%%

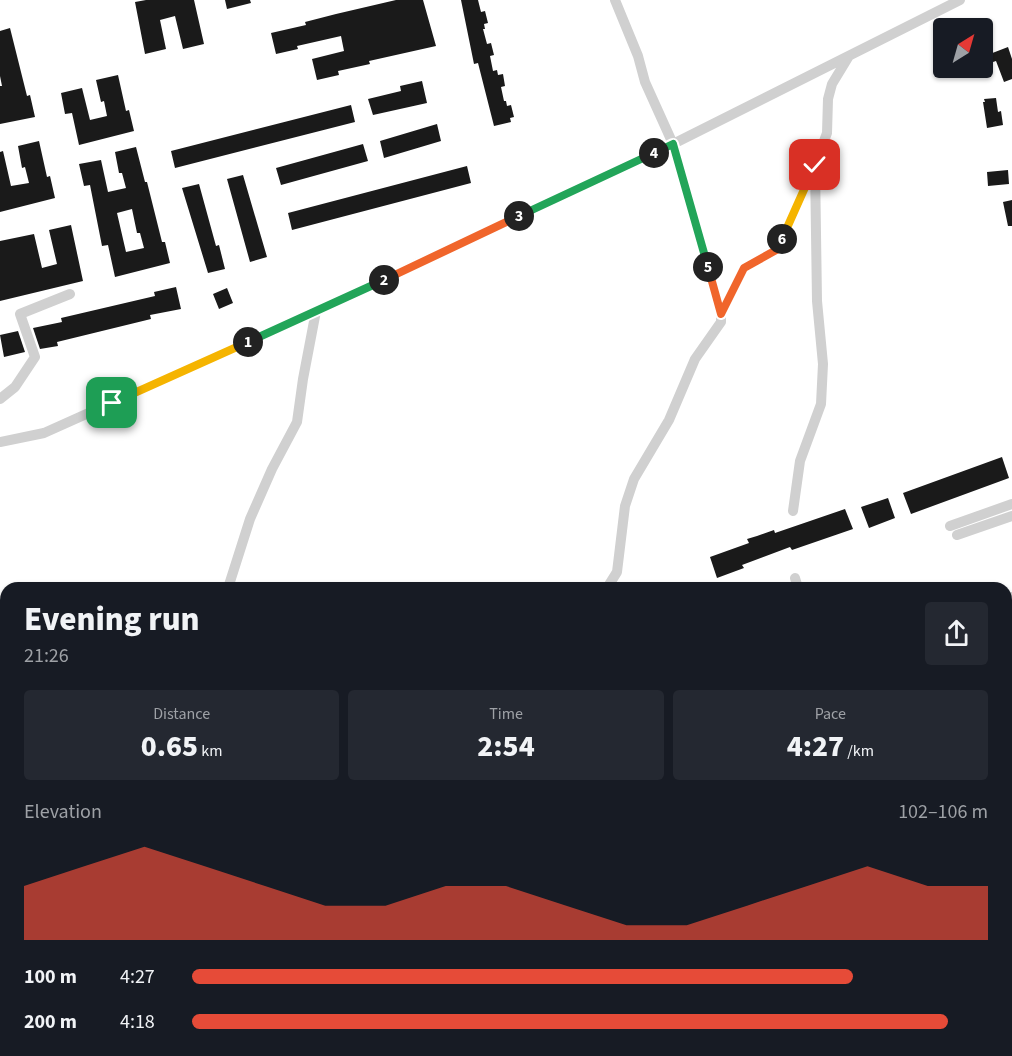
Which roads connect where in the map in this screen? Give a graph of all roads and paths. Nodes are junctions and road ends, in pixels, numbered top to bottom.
1 (615, 0) edge
2 (960, 0) edge
3 (849, 56) junction
4 (673, 144) junction
5 (815, 165) junction
6 (70, 294) dead end
7 (316, 311) junction
8 (721, 314) junction
9 (0, 399) edge
10 (0, 442) edge
11 (1012, 504) edge
12 (793, 511) dead end
13 (1012, 516) edge
14 (230, 582) edge
15 (611, 582) edge

1 - 4 street
2 - 3 street
3 - 4 street
3 - 5 street
4 - 7 street
4 - 8 street
5 - 8 street
5 - 12 street
6 - 9 street
7 - 10 street
7 - 14 street
8 - 15 street
11 - 13 street

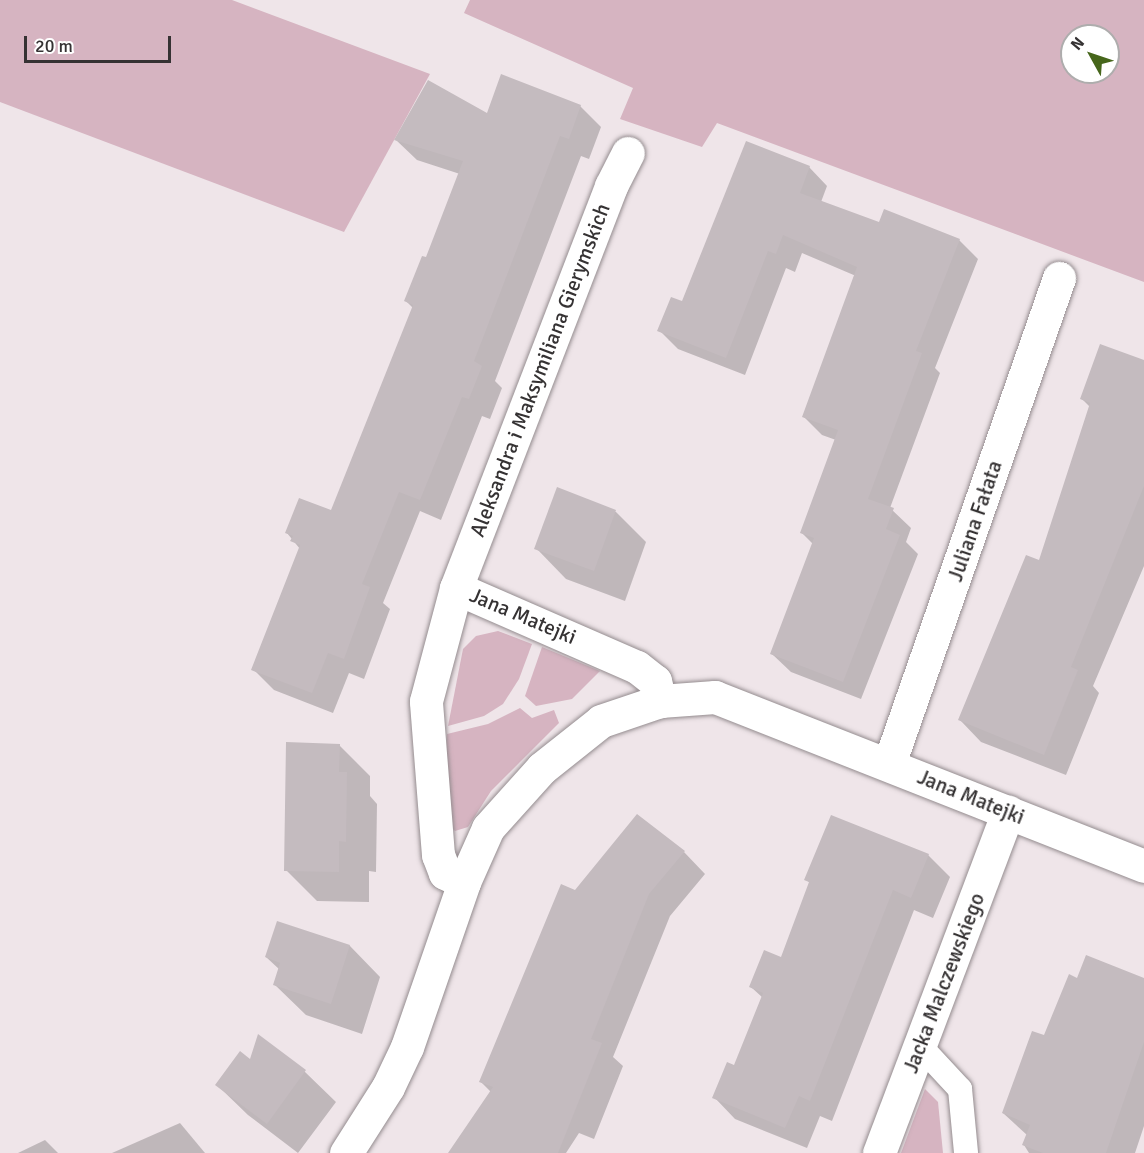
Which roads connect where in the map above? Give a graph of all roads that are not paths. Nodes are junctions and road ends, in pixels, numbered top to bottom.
1 (628, 153) dead end
2 (1059, 278) dead end
3 (456, 588) junction
4 (660, 701) junction
5 (889, 764) junction
6 (1008, 812) junction
7 (1144, 866) edge
8 (464, 882) junction
9 (920, 1046) junction
10 (346, 1153) edge
11 (879, 1153) edge
12 (966, 1153) edge

1 - 3 street, Aleksandra i Maksymiliana Gierymskich
2 - 5 street, Juliana Fałata
3 - 4 street, Jana Matejki
3 - 8 street, Jana Matejki
4 - 5 street, Jana Matejki
4 - 8 street, Jana Matejki
5 - 6 street, Jana Matejki
6 - 7 street, Jana Matejki
6 - 9 street, Jacka Malczewskiego
8 - 10 street, Jana Matejki
9 - 11 street, Jacka Malczewskiego
9 - 12 lane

%%

Task statement: Each entry needs to be returned verbatim, with its pictures left out.

Result for this task:
Which roads connect where in the map in this screen? Give a graph of all roads and paths. Nodes are junctions and road ends, in pixels, numbered top to bottom.
1 (615, 0) edge
2 (960, 0) edge
3 (849, 56) junction
4 (673, 144) junction
5 (815, 165) junction
6 (70, 294) dead end
7 (316, 311) junction
8 (721, 314) junction
9 (0, 399) edge
10 (0, 442) edge
11 (1012, 504) edge
12 (793, 511) dead end
13 (1012, 516) edge
14 (230, 582) edge
15 (611, 582) edge

1 - 4 street
2 - 3 street
3 - 4 street
3 - 5 street
4 - 7 street
4 - 8 street
5 - 8 street
5 - 12 street
6 - 9 street
7 - 10 street
7 - 14 street
8 - 15 street
11 - 13 street

Which roads connect where in the map above? Give a graph of all roads that are not paths. Nodes are junctions and road ends, in pixels, numbered top to bottom.
1 (628, 153) dead end
2 (1059, 278) dead end
3 (456, 588) junction
4 (660, 701) junction
5 (889, 764) junction
6 (1008, 812) junction
7 (1144, 866) edge
8 (464, 882) junction
9 (920, 1046) junction
10 (346, 1153) edge
11 (879, 1153) edge
12 (966, 1153) edge

1 - 3 street, Aleksandra i Maksymiliana Gierymskich
2 - 5 street, Juliana Fałata
3 - 4 street, Jana Matejki
3 - 8 street, Jana Matejki
4 - 5 street, Jana Matejki
4 - 8 street, Jana Matejki
5 - 6 street, Jana Matejki
6 - 7 street, Jana Matejki
6 - 9 street, Jacka Malczewskiego
8 - 10 street, Jana Matejki
9 - 11 street, Jacka Malczewskiego
9 - 12 lane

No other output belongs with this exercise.